DER TRAURING HISTORISCH

Nähern wir uns den Ringen erst mal historisch. Die ersten schmiedete man noch in einer mystischereren Welt. Dort fand man seine runde, geschlossene Form nicht nur für perfekt geeignet, um die Unendlichkeit des Kreises zu symbolisieren, sondern traute ihm zudem noch enorme magische Kräfte zu. Was für eine verrückte Welt aus Mythen und Rituale, in der der Zauber ihrer Ringe allem noch ein glitzerndes Krönchen aufzusetzen schien.
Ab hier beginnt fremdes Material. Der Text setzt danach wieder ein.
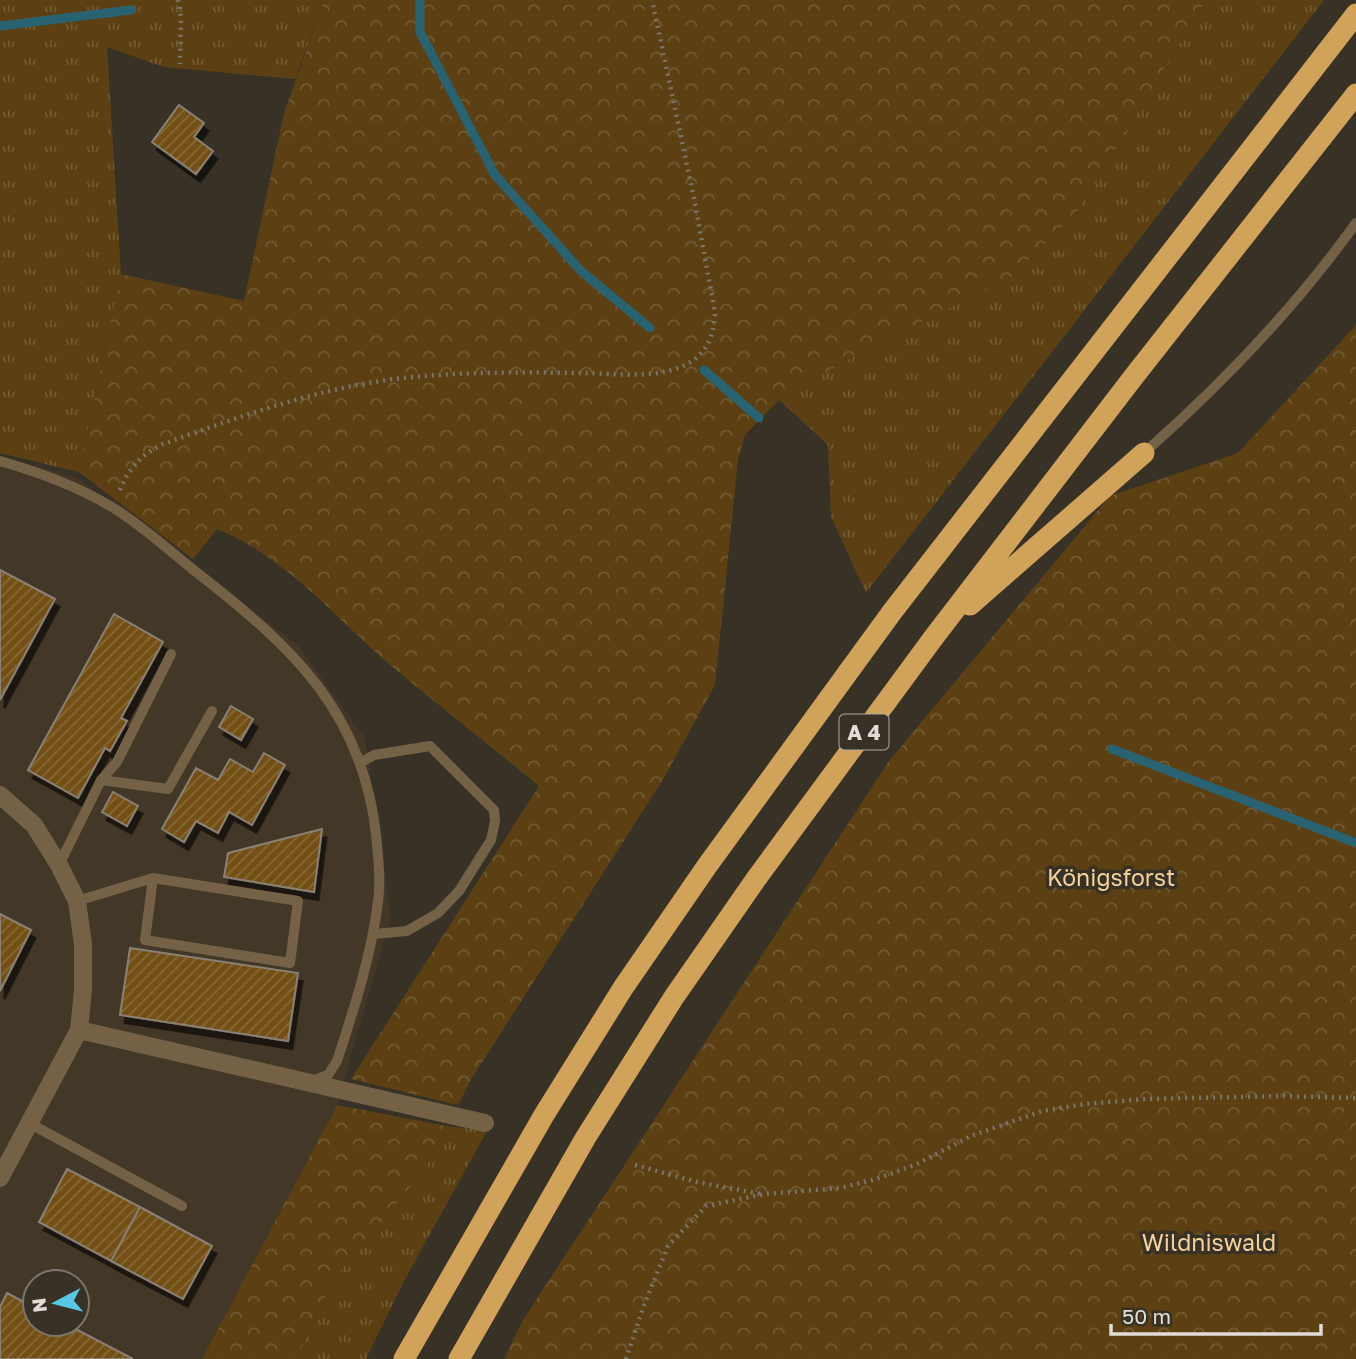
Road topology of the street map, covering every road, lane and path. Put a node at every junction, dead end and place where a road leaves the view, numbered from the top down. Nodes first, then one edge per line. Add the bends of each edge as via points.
1 (178, 0) edge
2 (652, 0) edge
3 (1356, 14) edge
4 (180, 64) dead end
5 (1356, 94) edge
6 (1356, 223) edge
7 (1144, 453) joint
8 (0, 461) edge
9 (114, 508) junction
10 (934, 637) junction
11 (171, 654) dead end
12 (212, 711) dead end
13 (360, 763) junction
14 (101, 779) junction
15 (0, 795) edge
16 (59, 865) junction
17 (153, 878) junction
18 (77, 901) junction
19 (373, 934) junction
20 (79, 1030) junction
21 (312, 1081) junction
22 (1356, 1098) edge
23 (485, 1122) dead end
24 (29, 1123) junction
25 (635, 1165) dead end
26 (0, 1178) edge
27 (765, 1194) junction
28 (182, 1206) dead end
29 (404, 1359) edge
30 (459, 1359) edge
31 (626, 1359) edge

1 - 4 path
2 - 9 path via 715,313 714,332 703,353 685,365 641,374 425,376 336,389 145,453 129,470
3 - 29 highway, A 4 via 892,612 706,866 544,1115
5 - 10 highway, A 4
6 - 7 lane via 1266,335 1204,400
7 - 10 highway
8 - 9 lane via 63,481
9 - 13 lane via 280,641 329,701
10 - 30 highway, A 4 via 674,997 586,1137
11 - 14 lane via 117,762
12 - 14 lane via 168,789
13 - 19 lane via 379,865
13 - 19 lane via 374,755 430,746 494,810 491,840 459,891 438,913 407,931
14 - 16 lane
15 - 16 street via 34,825
16 - 18 street
17 - 17 lane via 298,901 290,963 145,940
17 - 18 lane
18 - 20 street via 83,944
19 - 21 lane via 337,1061 328,1075
20 - 21 street
20 - 24 street
21 - 23 street
22 - 27 path via 1201,1097 1085,1104 1007,1121 876,1179 840,1188
24 - 26 street
24 - 28 lane
25 - 27 path
27 - 31 path via 706,1206 668,1246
Als Schmuckstück liebte man den Ring vermutlich schon immer. Erinnern wir uns nur mal ans alte, von Sagen umwobene Ägypten, wo prächtig gekleidete Pharaos ihren neuesten „Brautkauf“ gerne durch einen stolz getragenen Ehering anzeigten. Aus heutiger Sicht sicher ein irritierendes, ja undenkbares Schauspiel, welches sie stets unbekümmert und nach allen Regeln der Kunst zu zelebrieren gedachten – mit Düften, Tanz und Gelage.
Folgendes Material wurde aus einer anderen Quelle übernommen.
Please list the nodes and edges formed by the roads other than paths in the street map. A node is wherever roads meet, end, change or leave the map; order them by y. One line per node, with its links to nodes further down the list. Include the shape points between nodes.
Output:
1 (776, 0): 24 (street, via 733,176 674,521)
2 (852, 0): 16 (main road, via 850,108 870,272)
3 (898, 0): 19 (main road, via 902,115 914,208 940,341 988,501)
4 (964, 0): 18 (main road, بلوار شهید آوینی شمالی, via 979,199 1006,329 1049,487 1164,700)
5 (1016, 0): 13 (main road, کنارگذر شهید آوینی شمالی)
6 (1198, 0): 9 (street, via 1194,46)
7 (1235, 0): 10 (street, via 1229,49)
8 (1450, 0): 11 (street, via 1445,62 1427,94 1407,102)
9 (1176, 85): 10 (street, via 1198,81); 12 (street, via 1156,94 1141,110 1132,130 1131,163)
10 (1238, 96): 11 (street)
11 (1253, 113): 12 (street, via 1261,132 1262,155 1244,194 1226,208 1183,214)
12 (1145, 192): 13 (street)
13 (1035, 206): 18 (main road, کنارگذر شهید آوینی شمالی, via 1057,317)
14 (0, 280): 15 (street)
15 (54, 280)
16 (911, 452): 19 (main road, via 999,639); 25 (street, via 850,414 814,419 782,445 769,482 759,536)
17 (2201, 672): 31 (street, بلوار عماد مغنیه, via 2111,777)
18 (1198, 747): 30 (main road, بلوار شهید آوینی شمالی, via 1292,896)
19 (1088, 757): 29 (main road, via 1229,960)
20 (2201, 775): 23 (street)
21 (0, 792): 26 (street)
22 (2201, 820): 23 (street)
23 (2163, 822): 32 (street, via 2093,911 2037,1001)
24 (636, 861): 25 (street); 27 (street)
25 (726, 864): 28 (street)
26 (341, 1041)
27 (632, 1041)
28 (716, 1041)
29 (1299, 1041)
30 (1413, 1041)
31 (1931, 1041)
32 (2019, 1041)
Andere Szene: Italienisches Mittelalter. Letzte Nebelfetzen zerfließen und eine duftige Frühlingssonne begleitet dich in die einladenden Räume deines vertrauten Goldschmieds. Die flirrend leichte Szenerie scheint dabei direkt hinüber zu fließen in die diamantenen Verlobungsringe, auf die er übertrieben gestikulierend hinweisen möchte. Unnötig, hatten sie sich doch bereits verraten, indem sie die zu dieser Zeit üblichen feinen Verzierungen und Ornamente zeigten.

Platin mit Diamantnavette

Später sehen Schmuck schaffende das allerdings wieder unbeschwerter. Designs werden schlichter – und Steine vorübergehend zu Exoten. Mittlerweile sind Sie aber wieder da, die unvergänglich funkelnden Diamanten in den Trauringen!